Organic geochemistry

Organic geochemistry data for Site U1414 are listed in Table T10, and methane concentrations are plotted in Figure F32. At this site, we detected very low concentrations of methane (2–40 ppmv), consistent with our observation that sulfate does not reach depletion. C2+ was not detected.

Organic and inorganic carbon distributions are illustrated in Figure F33 and listed in Table T11. Total carbon, inorganic carbon, and CaCO3 abruptly increase at the base of lithostratigraphic Unit I at 145 mbsf, where concentrations change from ~2 to 5 wt%, 0.5 to 10 wt%, and 2 to 88 wt%, respectively.
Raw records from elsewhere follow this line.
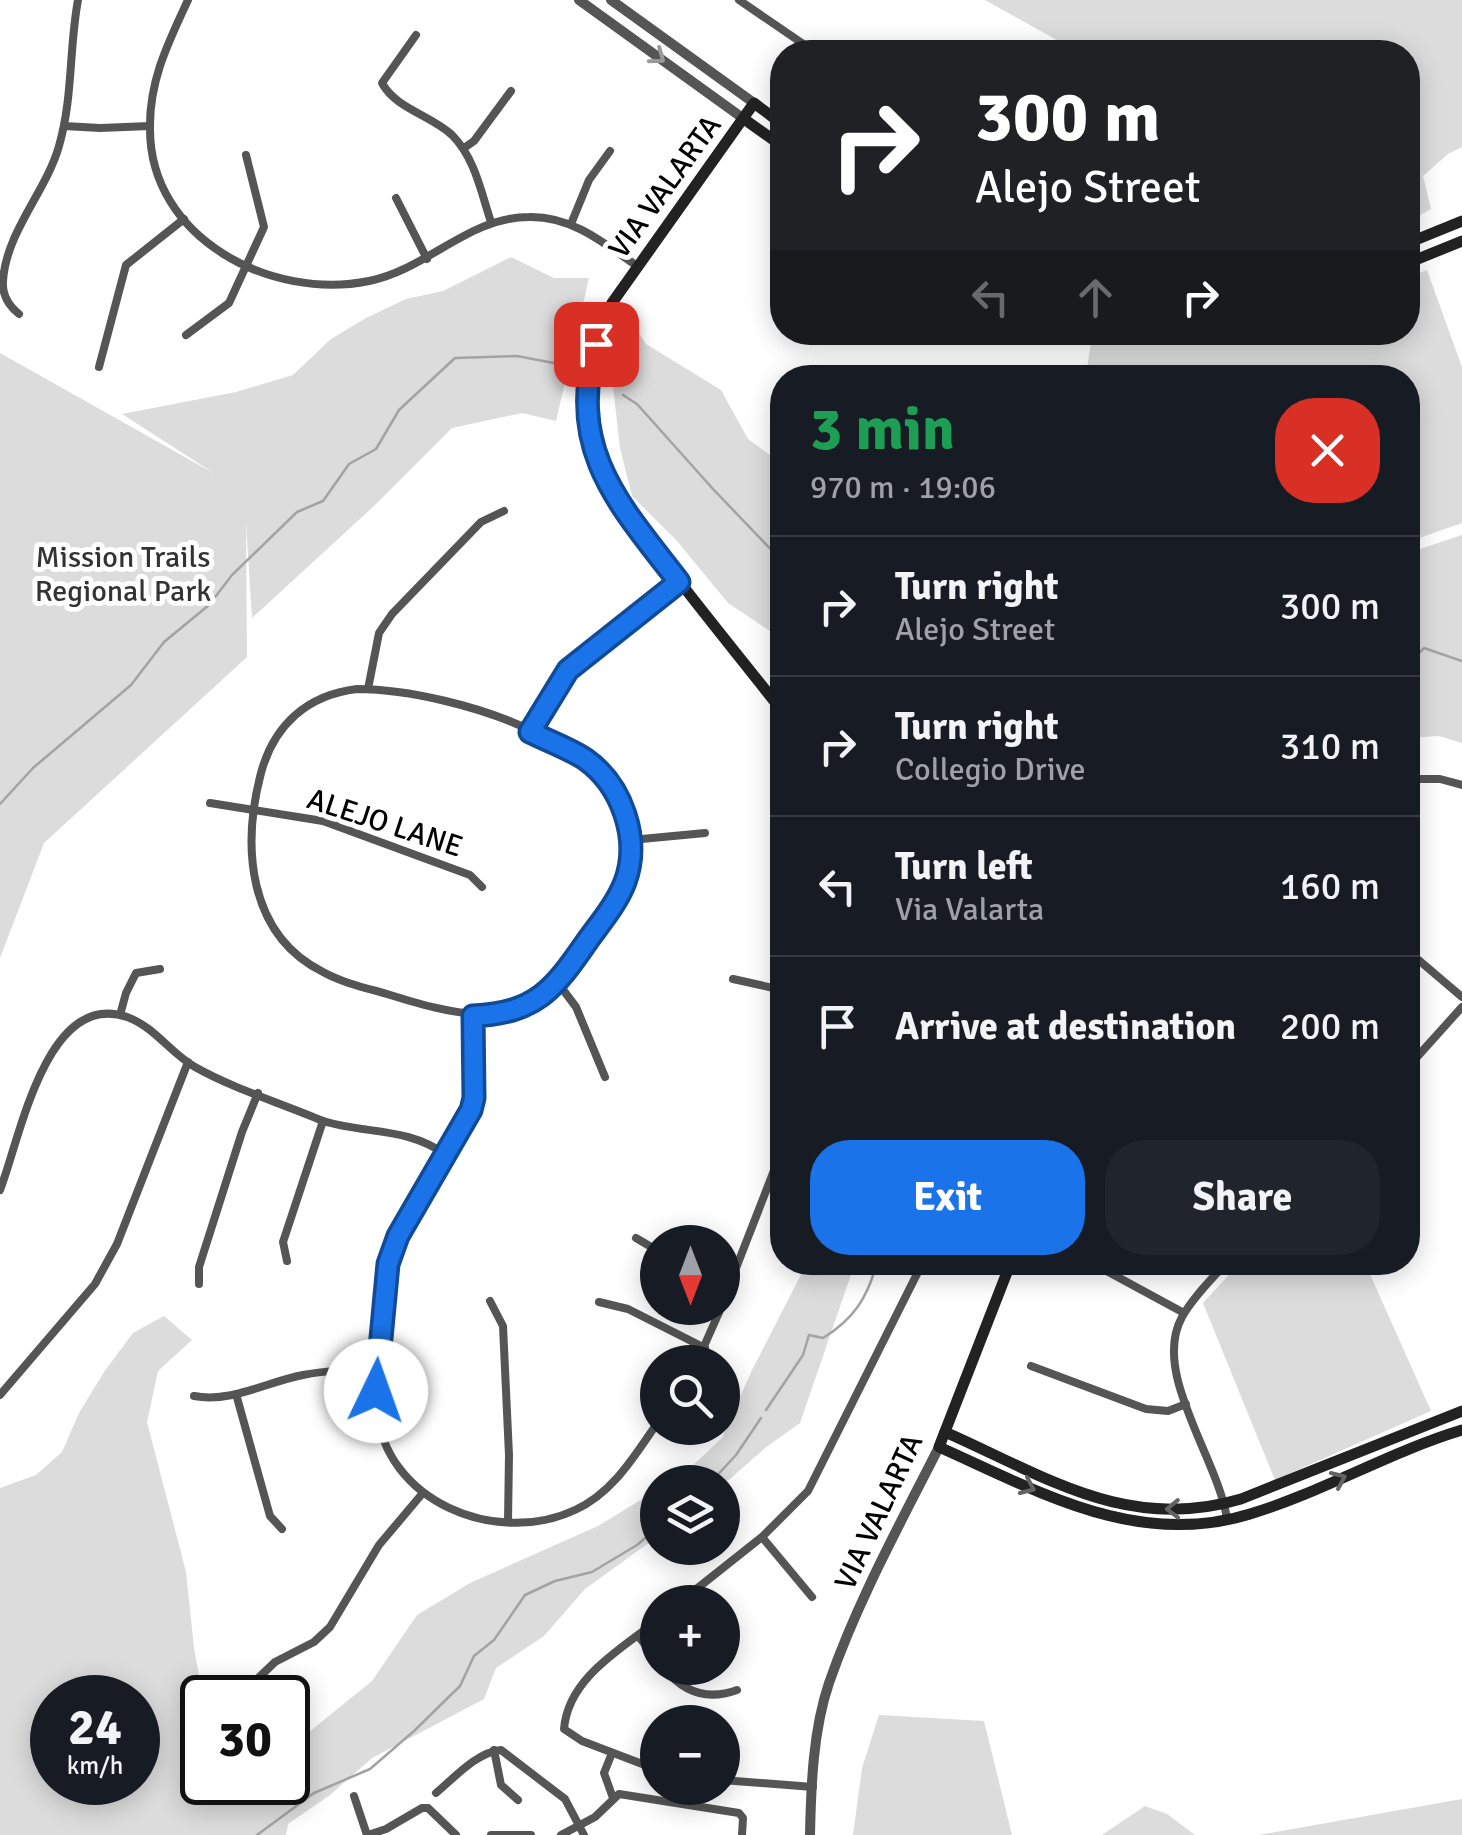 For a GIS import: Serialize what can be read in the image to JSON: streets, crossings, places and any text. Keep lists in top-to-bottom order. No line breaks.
{"streets":{"main road":["VIA VALARTA"],"street":["ALEJO LANE"]},"parks":["Mission Trails Regional Park"],"north":"bottom","page":{"turn":["300 m","Alejo Street"],"heading":["3 min","970 m · 19:06"],"list":[{"name":"Turn right","note":"Alejo Street","value":"300 m"},{"name":"Turn right","note":"Collegio Drive","value":"310 m"},{"name":"Turn left","note":"Via Valarta","value":"160 m"},{"name":"Arrive at destination","value":"200 m"}],"buttons":["Exit","Share"],"map_buttons":["+","−"],"speed":"24 km/h","limit":"30"}} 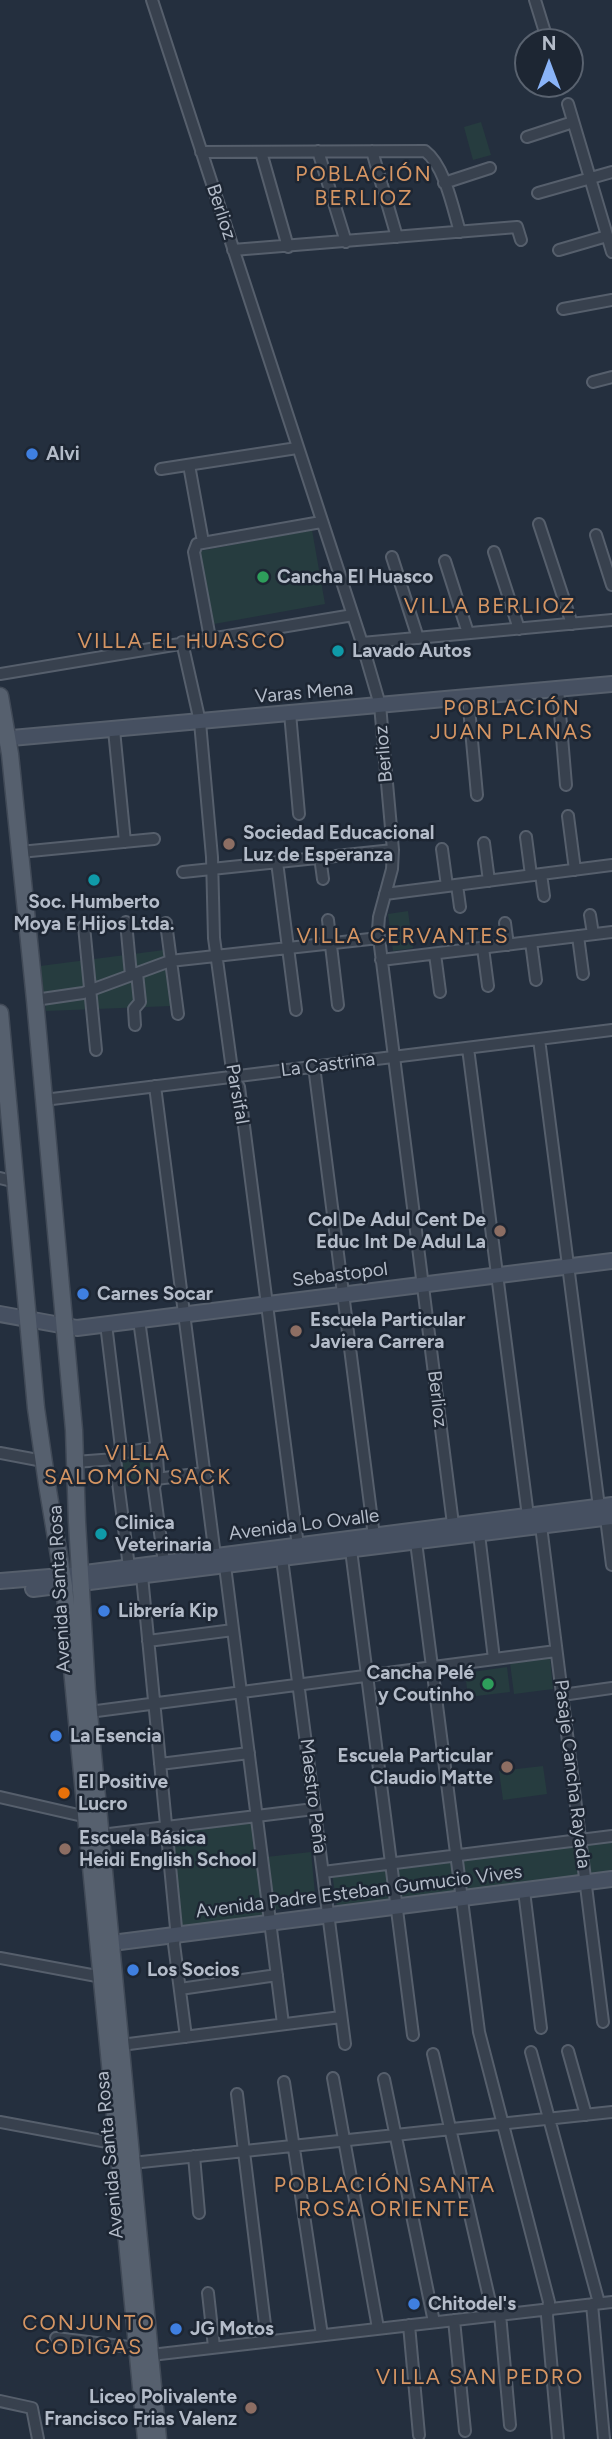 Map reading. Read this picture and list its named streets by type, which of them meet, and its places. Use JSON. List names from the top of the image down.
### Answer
{
  "streets": {
    "main road": ["Avenida Santa Rosa"],
    "street": [
      "Berlioz",
      "Varas Mena",
      "La Castrina",
      "Parsifal",
      "Sebastopol",
      "Avenida Lo Ovalle",
      "Pasaje Cancha Rayada",
      "Maestro Peña",
      "Avenida Padre Esteban Gumucio Vives"
    ]
  },
  "crossings": [
    ["Berlioz", "Varas Mena"],
    ["Berlioz", "La Castrina"],
    ["Berlioz", "Sebastopol"],
    ["Berlioz", "Avenida Lo Ovalle"],
    ["Varas Mena", "Parsifal"],
    ["Varas Mena", "Avenida Santa Rosa"],
    ["La Castrina", "Parsifal"],
    ["La Castrina", "Avenida Santa Rosa"],
    ["Parsifal", "Sebastopol"],
    ["Parsifal", "Avenida Lo Ovalle"],
    ["Sebastopol", "Avenida Santa Rosa"],
    ["Avenida Lo Ovalle", "Avenida Santa Rosa"],
    ["Avenida Lo Ovalle", "Pasaje Cancha Rayada"],
    ["Avenida Lo Ovalle", "Maestro Peña"],
    ["Avenida Santa Rosa", "Avenida Padre Esteban Gumucio Vives"],
    ["Pasaje Cancha Rayada", "Avenida Padre Esteban Gumucio Vives"],
    ["Maestro Peña", "Avenida Padre Esteban Gumucio Vives"]
  ],
  "districts": [
    "POBLACIÓN BERLIOZ",
    "VILLA BERLIOZ",
    "VILLA EL HUASCO",
    "POBLACIÓN JUAN PLANAS",
    "VILLA CERVANTES",
    "VILLA SALOMÓN SACK",
    "POBLACIÓN SANTA ROSA ORIENTE",
    "CONJUNTO CODIGAS",
    "VILLA SAN PEDRO"
  ],
  "places": [
    "Alvi",
    "Cancha El Huasco",
    "Lavado Autos",
    "Sociedad Educacional Luz de Esperanza",
    "Soc. Humberto Moya E Hijos Ltda.",
    "Col De Adul Cent De Educ Int De Adul La",
    "Carnes Socar",
    "Escuela Particular Javiera Carrera",
    "Clinica Veterinaria",
    "Librería Kip",
    "Cancha Pelé y Coutinho",
    "La Esencia",
    "Escuela Particular Claudio Matte",
    "El Positive Lucro",
    "Escuela Básica Heidi English School",
    "Los Socios",
    "Chitodel's",
    "JG Motos",
    "Liceo Polivalente Francisco Frias Valenz"
  ],
  "north": "top"
}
Total organic carbon concentrations in lithostratigraphic Unit II decrease slightly from ~2.0 to <0.8 wt%. At the boundary between lithostratigraphic Units II and III, total organic carbon values increase to 2.2 wt%. Total nitrogen decreases from 0.20 to 0.01 wt% in lithostratigraphic Units I and II and increases to 0.16 wt% in Unit III. The calculated C/N ratio is ~9 in Unit I and >10 and variable in lithostratigraphic Units II and III.